A nostalgic look at Christmas past
Tomie dePaola's new book, Christmas Remembered, is billed as the renowned illustrator's first work for all ages. In 15 short chapters he describes his favorite holiday memories, starting in 1937 when he was three years old and his parents installed a fake, plug-in fireplace in their Connecticut apartment. He describes his utter delight at the art supplies Santa brings him in 1945, when he's 11, and his family's first television set that his father won in 1947. In fact, it was one of only two TVs in town at the time the other was at the RCA dealership. Perfect strangers flood into the dePaola home to watch a fight featuring champ Joe Louis. Tomie's mother proclaims that their lovely house has been ruined by the ugly antennae mounted on their roof.

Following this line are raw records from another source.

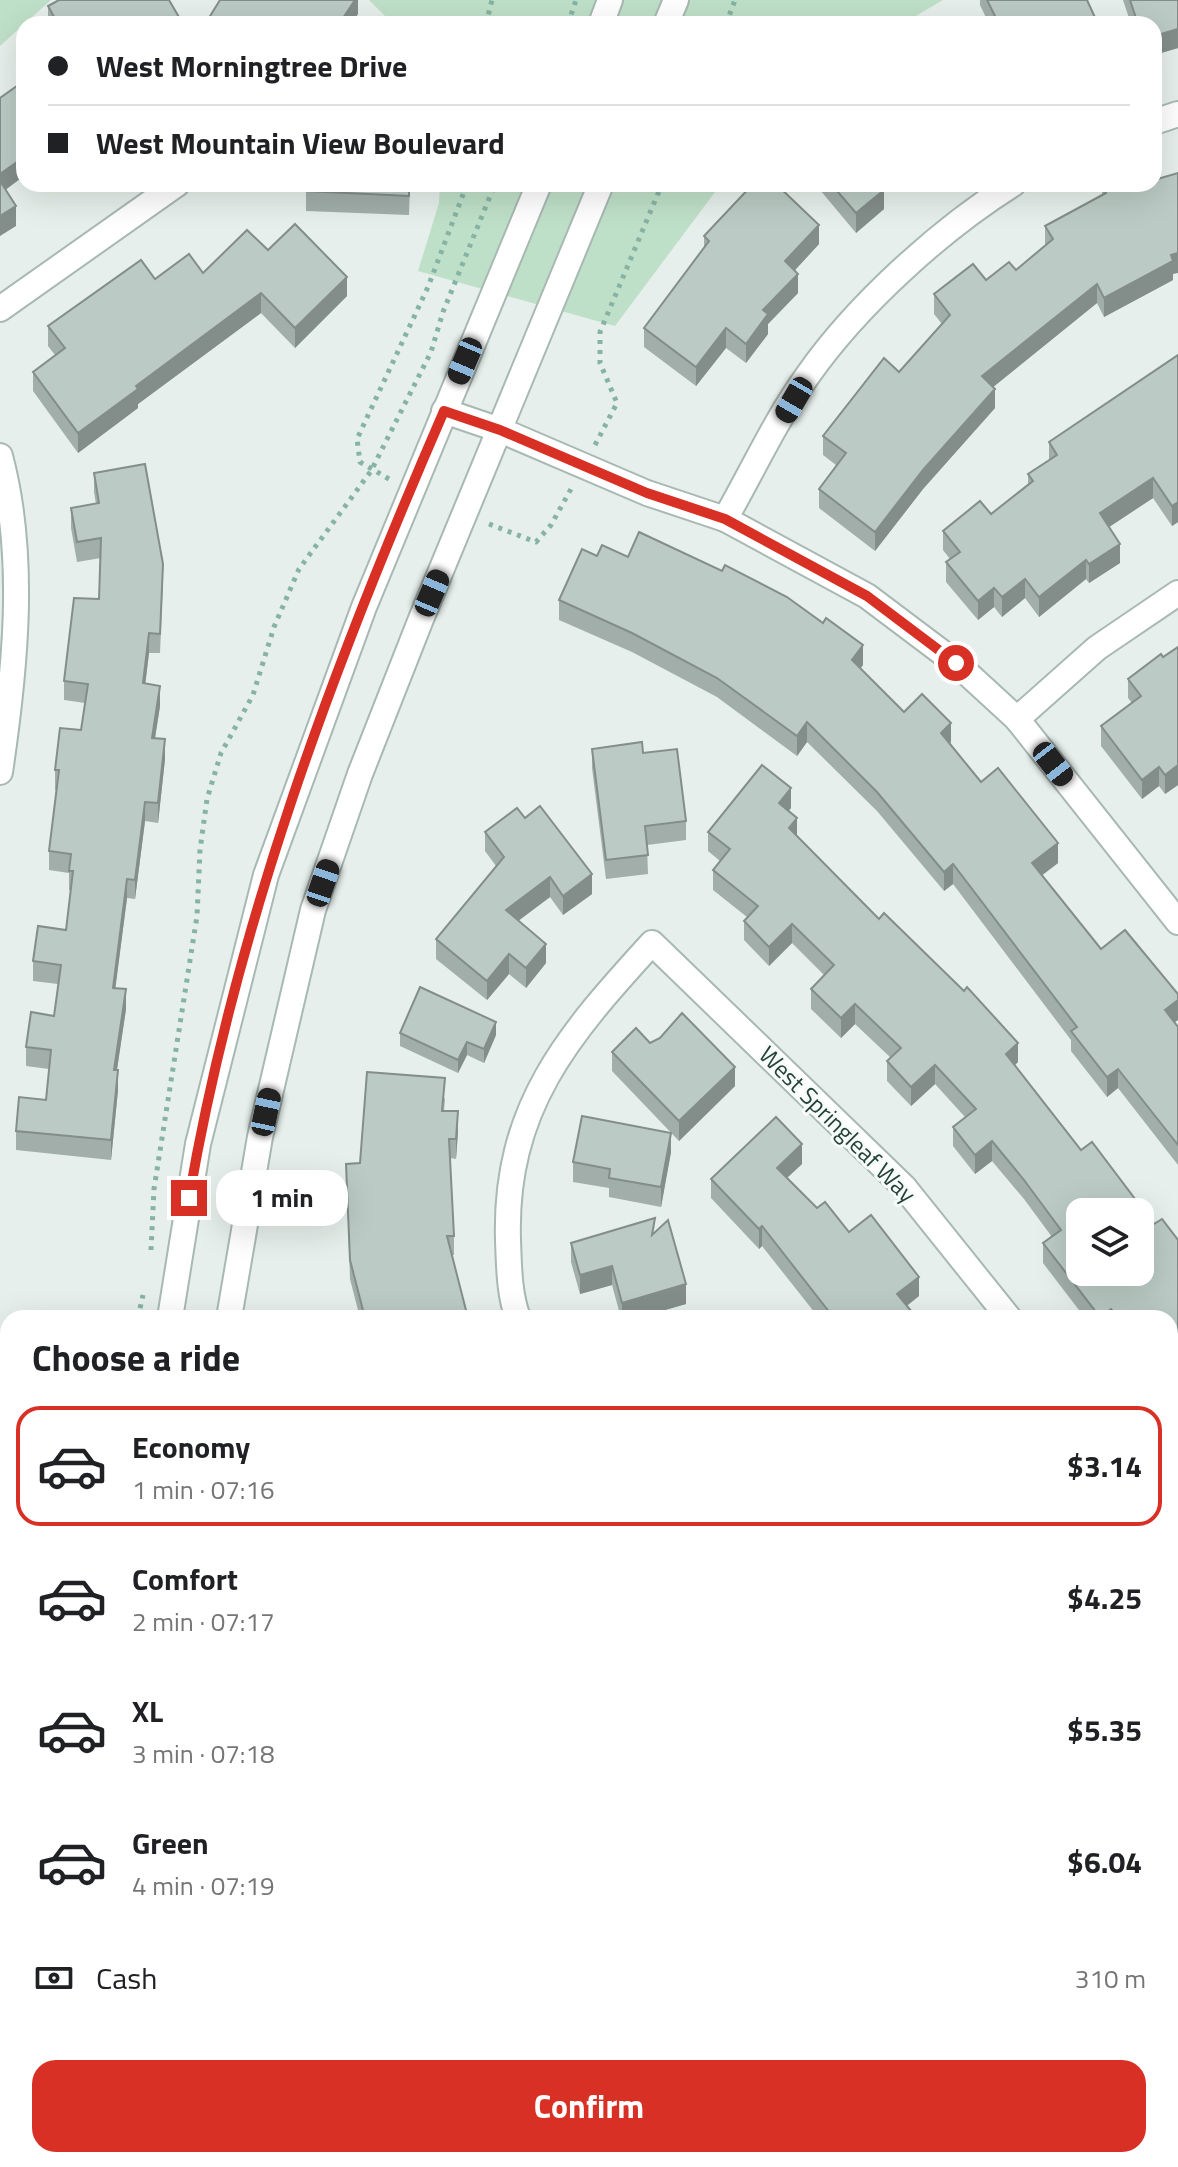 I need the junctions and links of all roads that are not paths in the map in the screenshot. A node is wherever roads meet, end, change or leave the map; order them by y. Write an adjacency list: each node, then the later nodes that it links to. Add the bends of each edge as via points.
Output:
1 (166, 192): 5 (street)
2 (536, 192): 6 (street)
3 (598, 192): 7 (street)
4 (1000, 192): 9 (street, via 970,211 850,325 807,376)
5 (0, 309)
6 (444, 411): 7 (street); 14 (street, via 319,721 266,875 198,1144)
7 (500, 430): 9 (street, via 647,493); 15 (street, via 360,774 313,910 260,1137)
8 (0, 456): 12 (street, via 12,542 15,635)
9 (725, 519): 11 (street, via 867,596 956,663)
10 (1178, 593): 11 (street, via 1097,648)
11 (1017, 719): 13 (street)
12 (0, 772)
13 (1178, 922)
14 (171, 1310)
15 (230, 1310)
16 (517, 1310): 17 (street, West Springleaf Way, via 507,1208 524,1120 582,1020 652,943 904,1187)
17 (1003, 1310) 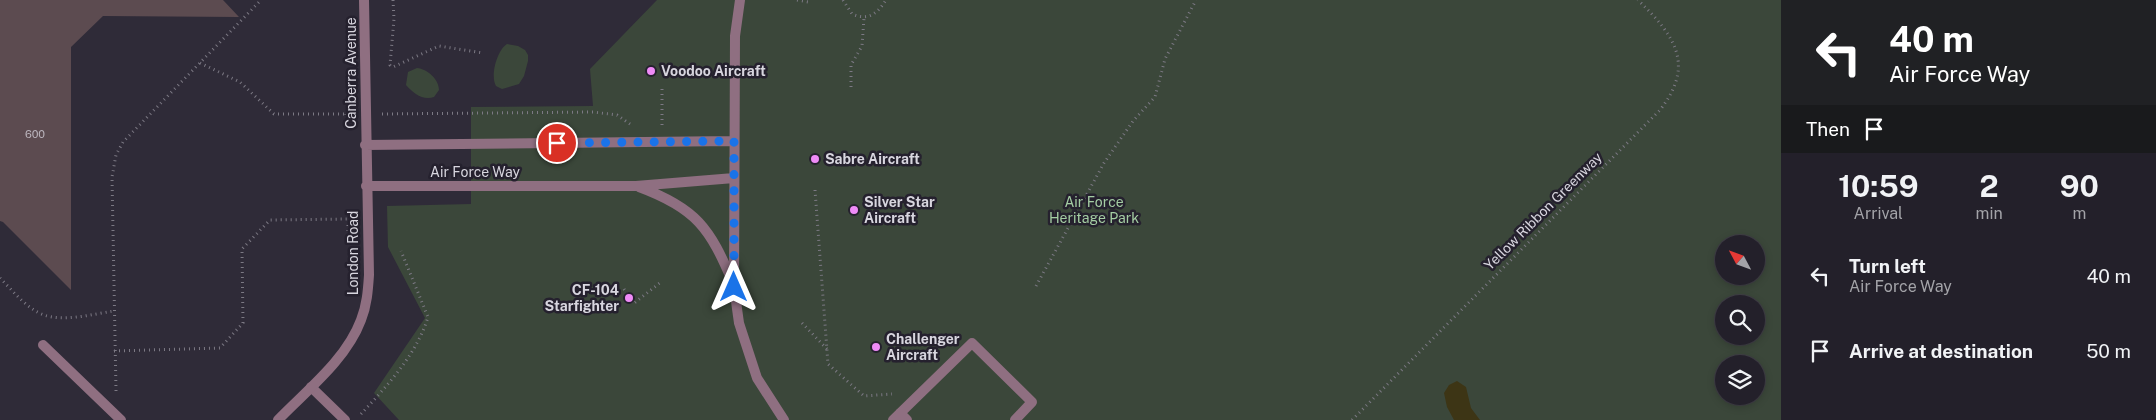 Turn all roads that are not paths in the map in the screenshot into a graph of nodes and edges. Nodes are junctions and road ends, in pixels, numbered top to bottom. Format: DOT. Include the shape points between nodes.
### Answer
graph roads {
  1 [pos="364,0"];
  2 [pos="740,0"];
  3 [pos="734,141"];
  4 [pos="365,146"];
  5 [pos="734,178"];
  6 [pos="366,186"];
  7 [pos="636,186"];
  8 [pos="734,287"];
  9 [pos="43,345"];
  10 [pos="311,386"];
  11 [pos="900,418"];
  12 [pos="121,420"];
  13 [pos="278,420"];
  14 [pos="345,420"];
  15 [pos="784,420"];
  16 [pos="1015,420"];
  1 -- 4 [label="street, Canberra Avenue"];
  2 -- 3 [label="street" via="735,36"];
  3 -- 4 [label="street, Air Force Way"];
  3 -- 5 [label="street"];
  4 -- 6 [label="street, London Road"];
  5 -- 7 [label="street, Air Force Way"];
  5 -- 8 [label="street"];
  6 -- 7 [label="street, Air Force Way"];
  6 -- 10 [label="street, London Road" via="369,275 361,321 335,362"];
  7 -- 8 [label="street" via="673,201 706,230 718,248"];
  8 -- 15 [label="street" via="739,323 757,378"];
  9 -- 12 [label="street"];
  10 -- 13 [label="street, London Road"];
  10 -- 14 [label="street"];
  11 -- 16 [label="street" via="972,343 1032,402"];
}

DePaola offers many such fascinating glimpses of his Christmases over the years. In 1956 he became a novice at a Vermont order of Benedictine monks, and he describes a beautiful celebration in a Spartan place of little heat. Later, in San Francisco in 1967, he throws a big party and fills his apartment with 80 little trees, creating Tomie's forest. DePaola was famous among his friends for his lavish after-Christmas parties, and finally he becomes exhausted by how the parties have grown. He travels for a few holidays and then settles back into a more quiet routine at home. The final chapter describes a low-key holiday at his New Hampshire farmhouse, where he is entertaining some friends and two little boys from Australia. When it comes time for the boys to make snow angels after much anticipation and preparation they want nothing to do with the stuff. No one had told them that snow was cold!

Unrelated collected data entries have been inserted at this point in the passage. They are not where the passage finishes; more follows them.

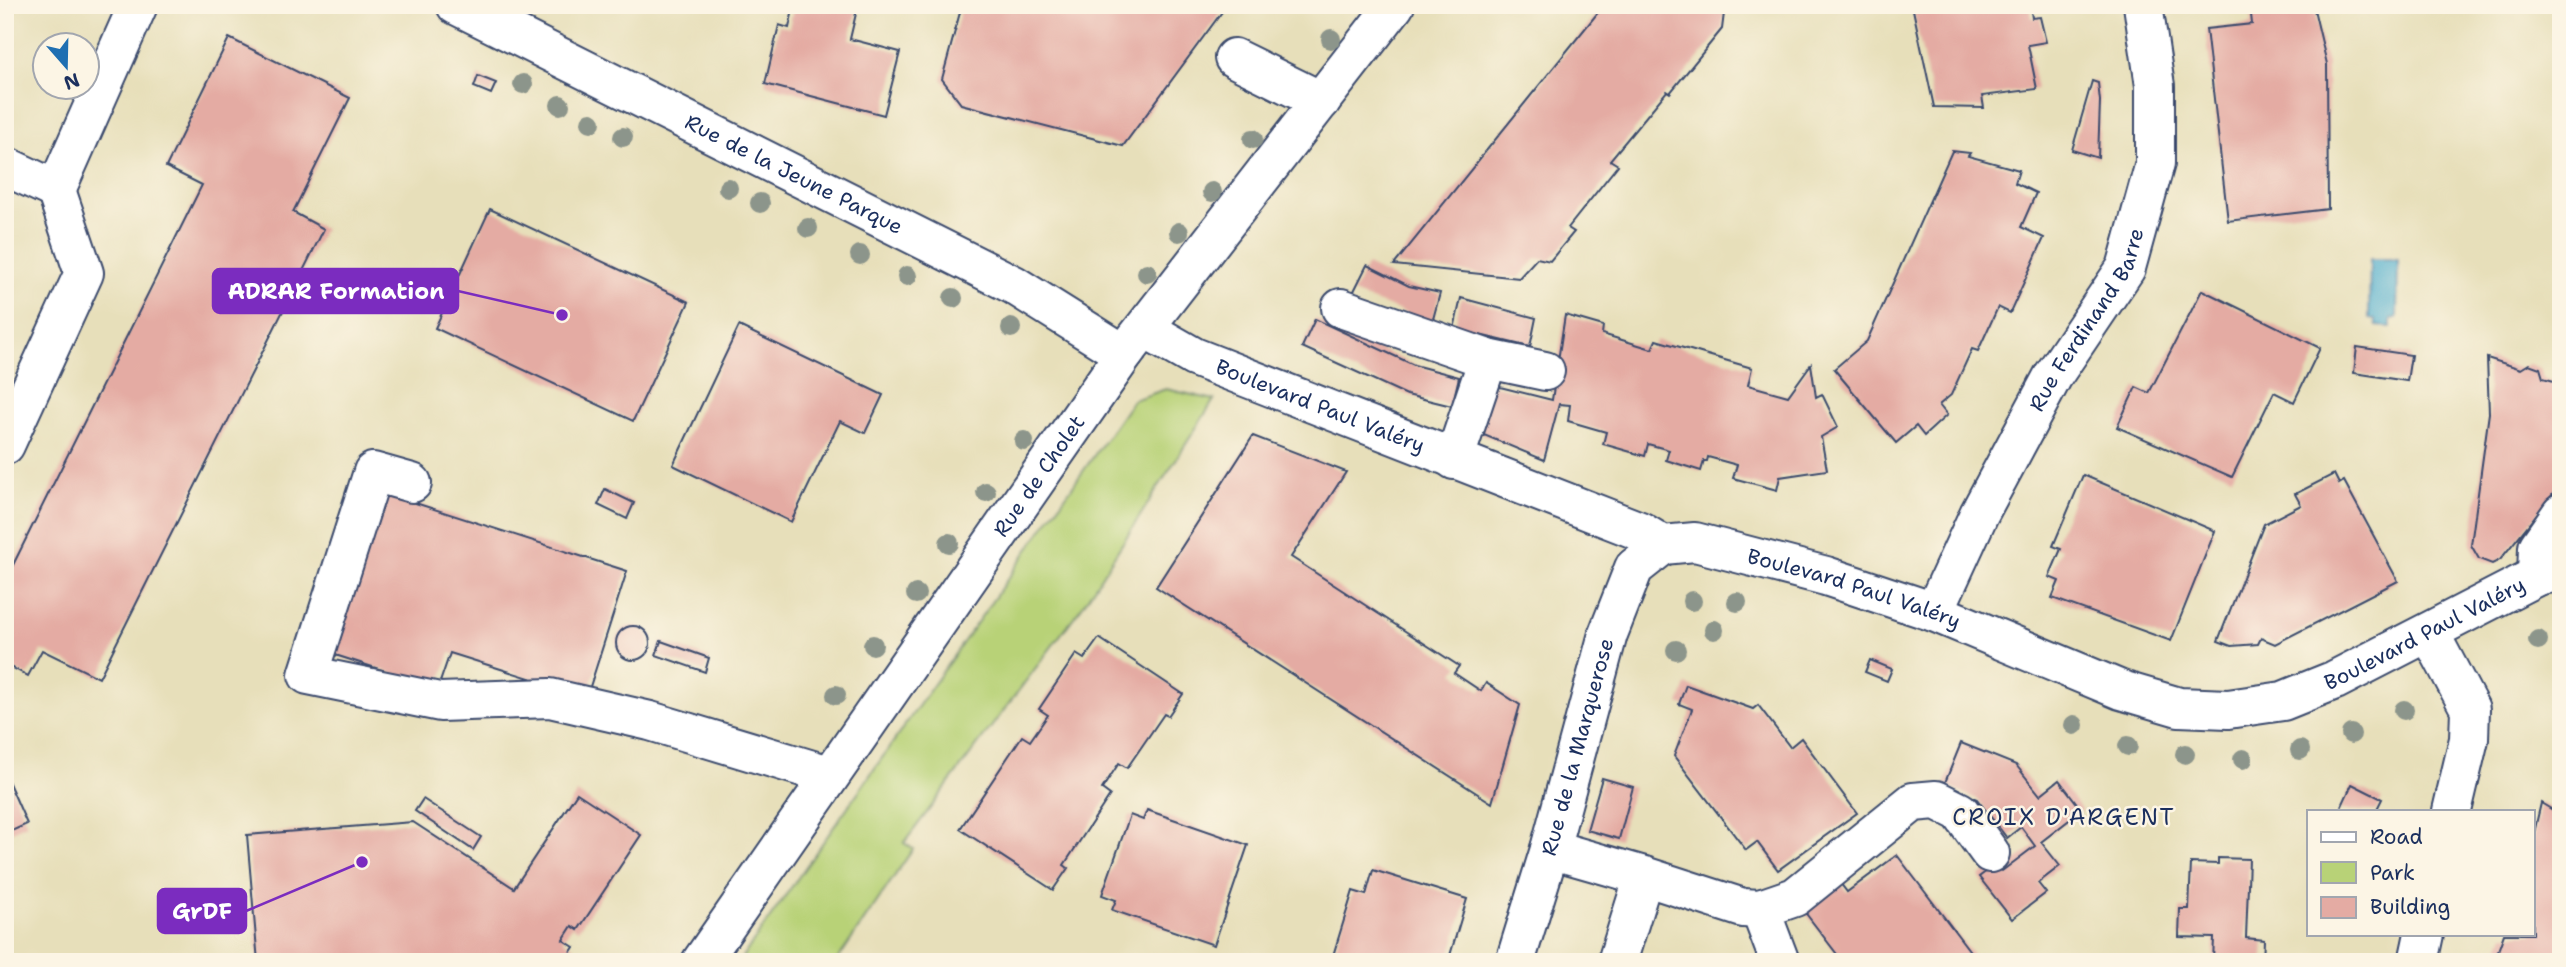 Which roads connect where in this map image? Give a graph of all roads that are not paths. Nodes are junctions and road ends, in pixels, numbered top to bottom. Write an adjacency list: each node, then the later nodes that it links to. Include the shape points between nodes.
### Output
1 (138, 5): 8 (street)
2 (456, 5): 10 (street, Rue de la Jeune Parque)
3 (1395, 5): 6 (street, Rue de Cholet)
4 (2143, 5): 19 (street, Rue Ferdinand Barre, via 2155,86 2155,163 2126,268 2053,376 1979,514)
5 (1234, 58): 6 (street)
6 (1321, 101): 10 (street, Rue de Cholet)
7 (5, 166): 8 (street)
8 (56, 190): 13 (street, via 84,273)
9 (1341, 308): 11 (street)
10 (1135, 341): 14 (street, Boulevard Paul Valéry, via 1286,391); 21 (street, Rue de Cholet)
11 (1488, 359): 12 (street); 14 (street)
12 (1545, 371)
13 (5, 445)
14 (1454, 460): 17 (street, Boulevard Paul Valéry, via 1640,531)
15 (412, 483): 21 (street, via 373,472 308,675 440,702 550,698 650,721)
16 (2561, 514): 18 (street, via 2538,547)
17 (1663, 545): 19 (street, Boulevard Paul Valéry, via 1695,542 1826,576); 23 (street, Rue de la Marquerose, via 1634,568 1608,634)
18 (2549, 574): 20 (street, Boulevard Paul Valéry)
19 (1934, 612): 20 (street, Boulevard Paul Valéry, via 2121,690 2179,707 2228,709 2283,701)
20 (2429, 632): 22 (street, via 2470,709 2469,739)
21 (830, 775): 28 (street, Rue de Cholet)
22 (2452, 810)
23 (1550, 849): 25 (street); 29 (street, Rue de la Marquerose)
24 (1990, 853): 26 (street, via 1960,813 1936,800 1913,802 1796,897)
25 (1644, 876): 26 (street, via 1743,908); 30 (street)
26 (1760, 909): 31 (street)
27 (2424, 936): 32 (street)
28 (701, 962)
29 (1515, 962)
30 (1617, 962)
31 (1780, 962)
32 (2418, 962)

These short snapshots will amuse young and old alike and can serve as a good vehicle to start family conversations about everyone's favorite holidays through the years. A note at the start warns that his family's holiday traditions include considerable imbibing of spirits, but adults should feel free to edit out these references when sharing the stories with children.
Of course, no Tomie dePaola book would be complete without his splendid artwork, and this book is chock-full!